Stored data
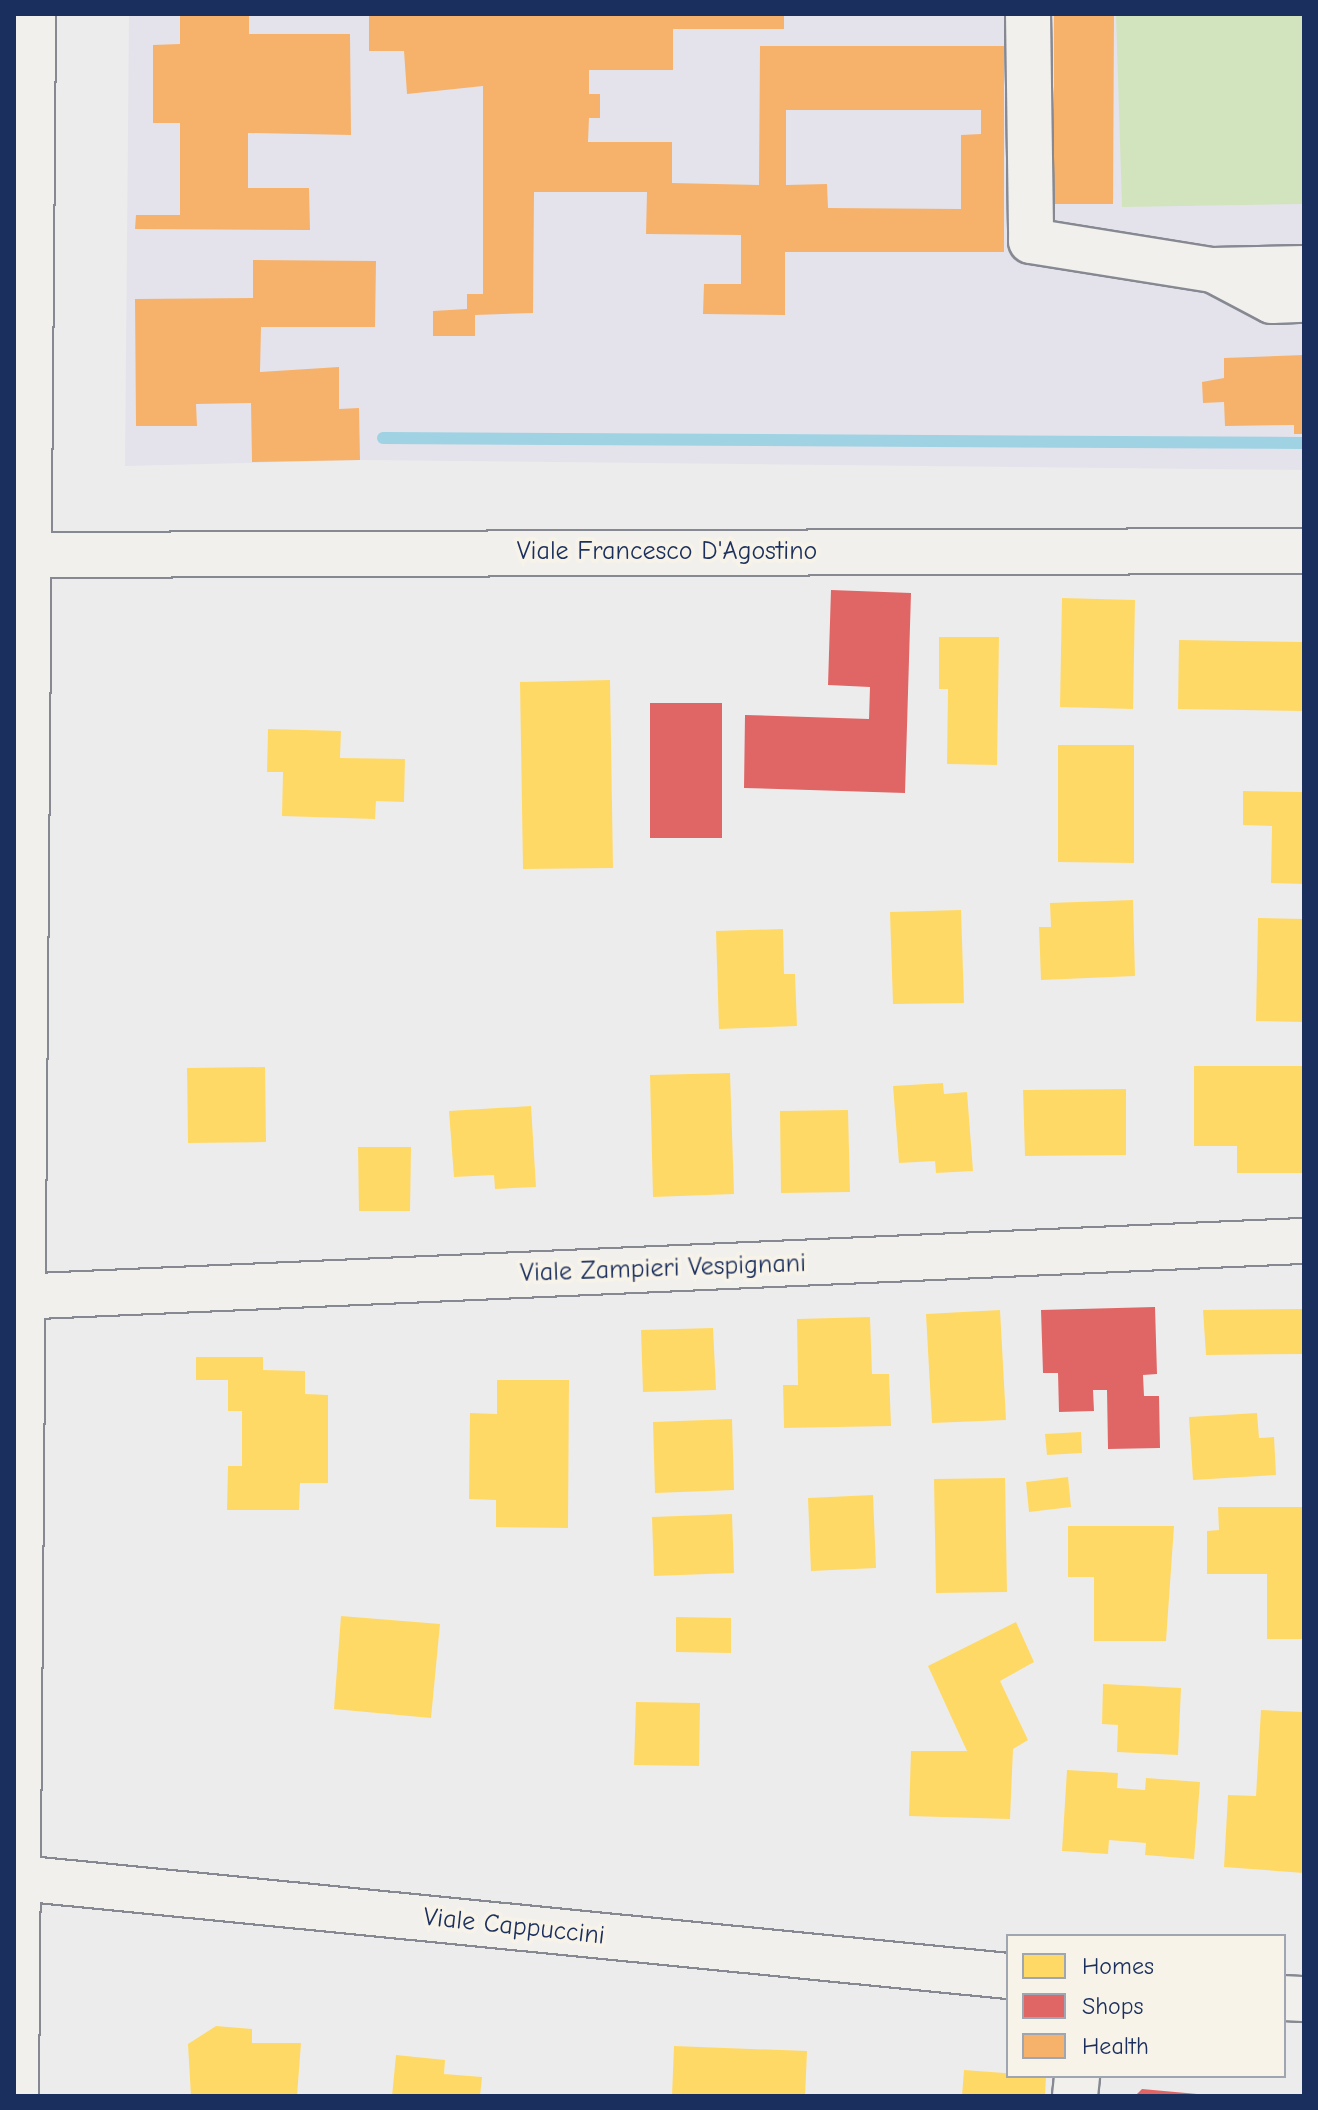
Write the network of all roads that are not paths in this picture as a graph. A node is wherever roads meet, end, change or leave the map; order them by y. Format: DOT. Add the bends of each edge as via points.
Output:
graph roads {
  1 [pos="33,14"];
  2 [pos="1028,14"];
  3 [pos="1304,268"];
  4 [pos="1213,270"];
  5 [pos="1304,300"];
  6 [pos="19,548"];
  7 [pos="1304,551"];
  8 [pos="19,970"];
  9 [pos="1304,1241"];
  10 [pos="18,1297"];
  11 [pos="19,1878"];
  12 [pos="16,1953"];
  13 [pos="1006,1976"];
  14 [pos="16,2096"];
  1 -- 6 [label="street"];
  2 -- 4 [label="street" via="1031,241"];
  3 -- 4 [label="street"];
  4 -- 5 [label="street" via="1272,301"];
  6 -- 7 [label="street, Viale Francesco D'Agostino"];
  6 -- 8 [label="street"];
  8 -- 10 [label="street"];
  9 -- 10 [label="street, Viale Zampieri Vespignani"];
  10 -- 11 [label="street"];
  11 -- 12 [label="street"];
  11 -- 13 [label="street, Viale Cappuccini"];
  12 -- 14 [label="street"];
}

> _Work item_
Without any of the pictures, set the entries down again exactly as written.

> _Solution to this problem_
Write the network of all roads that are not paths in this picture as a graph. A node is wherever roads meet, end, change or leave the map; order them by y. Format: DOT. Add the bends of each edge as via points.
Output:
graph roads {
  1 [pos="33,14"];
  2 [pos="1028,14"];
  3 [pos="1304,268"];
  4 [pos="1213,270"];
  5 [pos="1304,300"];
  6 [pos="19,548"];
  7 [pos="1304,551"];
  8 [pos="19,970"];
  9 [pos="1304,1241"];
  10 [pos="18,1297"];
  11 [pos="19,1878"];
  12 [pos="16,1953"];
  13 [pos="1006,1976"];
  14 [pos="16,2096"];
  1 -- 6 [label="street"];
  2 -- 4 [label="street" via="1031,241"];
  3 -- 4 [label="street"];
  4 -- 5 [label="street" via="1272,301"];
  6 -- 7 [label="street, Viale Francesco D'Agostino"];
  6 -- 8 [label="street"];
  8 -- 10 [label="street"];
  9 -- 10 [label="street, Viale Zampieri Vespignani"];
  10 -- 11 [label="street"];
  11 -- 12 [label="street"];
  11 -- 13 [label="street, Viale Cappuccini"];
  12 -- 14 [label="street"];
}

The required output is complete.